In the current study, there were no significant differences in the length of postoperative hospital stay or complications among the groups. The Study of Wound Infection and Temperature Group reported that normothermia during surgery decreases not only the infectious complication incidence in patients undergoing colorectal resection, but also shortens hospitalization.¹Sato et al²¹ reported that intraoperative insulin resistance was associated with an increased risk of complications. However, that study utilized invasive techniques, such as open abdominal and cardiac surgery, and patients in the present study underwent laparoscopic surgery, which minimizes surgical stress. Another difference could be the usage of postoperative NSAIDs for postoperative pain relief in our study. We therefore surmise that minimizing surgical invasive procedure and/or the postoperative administration of NSAIDs may inhibit amino-acid-induced thermoregulation effect.

Several limitations must be considered when interpreting the results of the present study. First, we did not measure protein synthesis. Second, we infused a predetermined nutritional dose and time course in each patient. Future studies to evaluate the effects of different doses and time courses of amino acid administration with or without glucose should be considered. Third, we used the branched chain amino acid enriched solution because it was commercially available in Japan. However, there is a possibility that different amino acids may have different insulin-activating properties.
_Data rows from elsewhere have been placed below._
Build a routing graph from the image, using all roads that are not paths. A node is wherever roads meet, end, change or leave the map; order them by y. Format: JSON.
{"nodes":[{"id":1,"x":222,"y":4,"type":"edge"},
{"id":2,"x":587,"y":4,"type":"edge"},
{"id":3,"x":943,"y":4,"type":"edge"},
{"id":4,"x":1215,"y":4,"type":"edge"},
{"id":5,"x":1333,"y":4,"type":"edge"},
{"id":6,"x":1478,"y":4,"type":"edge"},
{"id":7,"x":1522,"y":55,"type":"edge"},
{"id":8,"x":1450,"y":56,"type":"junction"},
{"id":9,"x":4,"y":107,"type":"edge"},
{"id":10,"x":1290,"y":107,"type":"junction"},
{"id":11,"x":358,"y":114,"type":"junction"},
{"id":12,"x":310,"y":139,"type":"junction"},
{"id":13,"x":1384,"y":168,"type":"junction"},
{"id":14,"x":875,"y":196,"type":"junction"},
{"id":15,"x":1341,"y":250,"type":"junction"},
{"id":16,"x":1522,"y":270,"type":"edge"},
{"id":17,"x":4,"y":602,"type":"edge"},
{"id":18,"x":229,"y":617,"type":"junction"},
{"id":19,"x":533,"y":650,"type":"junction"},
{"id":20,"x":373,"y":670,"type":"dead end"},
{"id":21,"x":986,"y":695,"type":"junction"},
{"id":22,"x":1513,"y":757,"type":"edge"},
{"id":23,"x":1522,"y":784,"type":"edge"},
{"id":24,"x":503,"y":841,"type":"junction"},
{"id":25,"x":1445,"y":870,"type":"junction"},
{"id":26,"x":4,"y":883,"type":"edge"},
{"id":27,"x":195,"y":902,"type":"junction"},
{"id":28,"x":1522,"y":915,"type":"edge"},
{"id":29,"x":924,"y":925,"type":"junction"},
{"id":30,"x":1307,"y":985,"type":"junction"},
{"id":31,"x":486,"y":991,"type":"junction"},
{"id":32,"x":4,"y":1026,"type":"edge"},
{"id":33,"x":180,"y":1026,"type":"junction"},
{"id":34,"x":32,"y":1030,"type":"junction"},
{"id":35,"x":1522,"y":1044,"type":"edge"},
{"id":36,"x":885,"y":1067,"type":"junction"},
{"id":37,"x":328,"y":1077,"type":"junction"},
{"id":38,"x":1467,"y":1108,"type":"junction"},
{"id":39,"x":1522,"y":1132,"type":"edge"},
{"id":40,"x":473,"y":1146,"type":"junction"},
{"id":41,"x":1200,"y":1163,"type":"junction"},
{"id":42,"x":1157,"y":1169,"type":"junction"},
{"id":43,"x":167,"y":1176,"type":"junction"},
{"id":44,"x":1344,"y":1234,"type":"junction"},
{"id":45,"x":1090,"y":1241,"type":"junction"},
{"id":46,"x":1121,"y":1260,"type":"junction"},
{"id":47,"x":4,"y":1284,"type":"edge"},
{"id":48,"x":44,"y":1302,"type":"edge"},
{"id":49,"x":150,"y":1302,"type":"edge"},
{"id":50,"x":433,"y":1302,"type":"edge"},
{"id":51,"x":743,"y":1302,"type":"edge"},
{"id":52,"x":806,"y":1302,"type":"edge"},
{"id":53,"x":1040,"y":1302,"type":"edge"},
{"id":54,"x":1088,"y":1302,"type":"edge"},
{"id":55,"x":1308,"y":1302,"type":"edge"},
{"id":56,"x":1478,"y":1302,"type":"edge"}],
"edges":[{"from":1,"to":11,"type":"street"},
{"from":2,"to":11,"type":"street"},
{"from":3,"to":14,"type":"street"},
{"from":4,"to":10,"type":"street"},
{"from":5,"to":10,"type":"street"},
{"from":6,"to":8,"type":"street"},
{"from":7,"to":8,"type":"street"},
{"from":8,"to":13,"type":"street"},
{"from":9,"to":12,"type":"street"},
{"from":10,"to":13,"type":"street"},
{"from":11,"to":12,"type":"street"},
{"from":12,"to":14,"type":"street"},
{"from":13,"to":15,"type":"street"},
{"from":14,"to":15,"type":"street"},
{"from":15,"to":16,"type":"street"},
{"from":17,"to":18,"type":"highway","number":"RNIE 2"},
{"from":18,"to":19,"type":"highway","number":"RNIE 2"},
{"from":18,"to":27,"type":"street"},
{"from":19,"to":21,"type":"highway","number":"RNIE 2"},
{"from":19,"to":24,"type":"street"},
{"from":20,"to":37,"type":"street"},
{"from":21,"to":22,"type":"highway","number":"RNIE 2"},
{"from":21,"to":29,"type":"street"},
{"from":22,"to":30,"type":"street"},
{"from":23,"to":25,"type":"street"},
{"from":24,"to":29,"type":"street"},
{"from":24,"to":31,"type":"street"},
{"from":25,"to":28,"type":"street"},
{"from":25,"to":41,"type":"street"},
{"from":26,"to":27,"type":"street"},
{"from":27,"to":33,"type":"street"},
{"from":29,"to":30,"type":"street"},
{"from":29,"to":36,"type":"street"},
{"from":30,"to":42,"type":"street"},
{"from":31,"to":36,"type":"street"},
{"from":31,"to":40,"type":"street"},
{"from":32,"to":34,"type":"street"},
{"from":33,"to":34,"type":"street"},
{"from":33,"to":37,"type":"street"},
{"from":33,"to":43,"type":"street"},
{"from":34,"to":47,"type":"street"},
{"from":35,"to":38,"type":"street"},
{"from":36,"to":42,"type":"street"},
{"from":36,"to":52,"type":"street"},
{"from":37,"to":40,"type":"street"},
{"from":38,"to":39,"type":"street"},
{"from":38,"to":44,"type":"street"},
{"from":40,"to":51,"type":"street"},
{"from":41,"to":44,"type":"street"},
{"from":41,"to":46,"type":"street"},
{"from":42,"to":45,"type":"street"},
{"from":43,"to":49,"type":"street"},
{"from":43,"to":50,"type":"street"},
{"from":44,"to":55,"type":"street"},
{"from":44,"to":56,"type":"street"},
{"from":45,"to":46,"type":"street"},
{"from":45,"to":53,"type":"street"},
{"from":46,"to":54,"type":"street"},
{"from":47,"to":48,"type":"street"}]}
Fourth, patients in this study had a longer length of hospital stay in each group compared with those in Europe and the United States, due to the nature of the health care system in Japan. The discharge guidelines in Europe and the US may affect the length of hospital stay in patients in each group. Finally, this preliminary study revealed a statistically significant increase in body temperature during amino acid infusion. However, because of the relatively small (n = 6–8) sample size, we did not detect a difference between amino acid infusion and amino acid infusion combined with glucose. In order to detect a difference of 0.5°C between amino acid infusion and amino acid infusion combined with glucose (assuming a common standard deviation of 0.5°C, the minimum power 0.90, and α = 0.05), a sample size of 22 patients in each group is needed. Therefore, a larger study is mandatory to draw conclusions on whether intraoperative nutrition affects body temperature and hospital outcomes. Nevertheless, this preliminary study may emphasize the importance of intraoperative nutrition management in the maintenance of body temperature.

In conclusion, we have described the effect of amino acid administration with or without glucose infusion on insulin secretion and temperature regulation during laparoscopic colectomy. Intraoperative amino acid infusion without glucose administration appears to be more effective for body temperature maintenance in patients undergoing laparoscopic colectomy than combined amino acid and glucose infusion, despite unaltered intraoperative insulin levels between the two infusion methods.

Acknowledgments

This research was funded by Departmental Sources.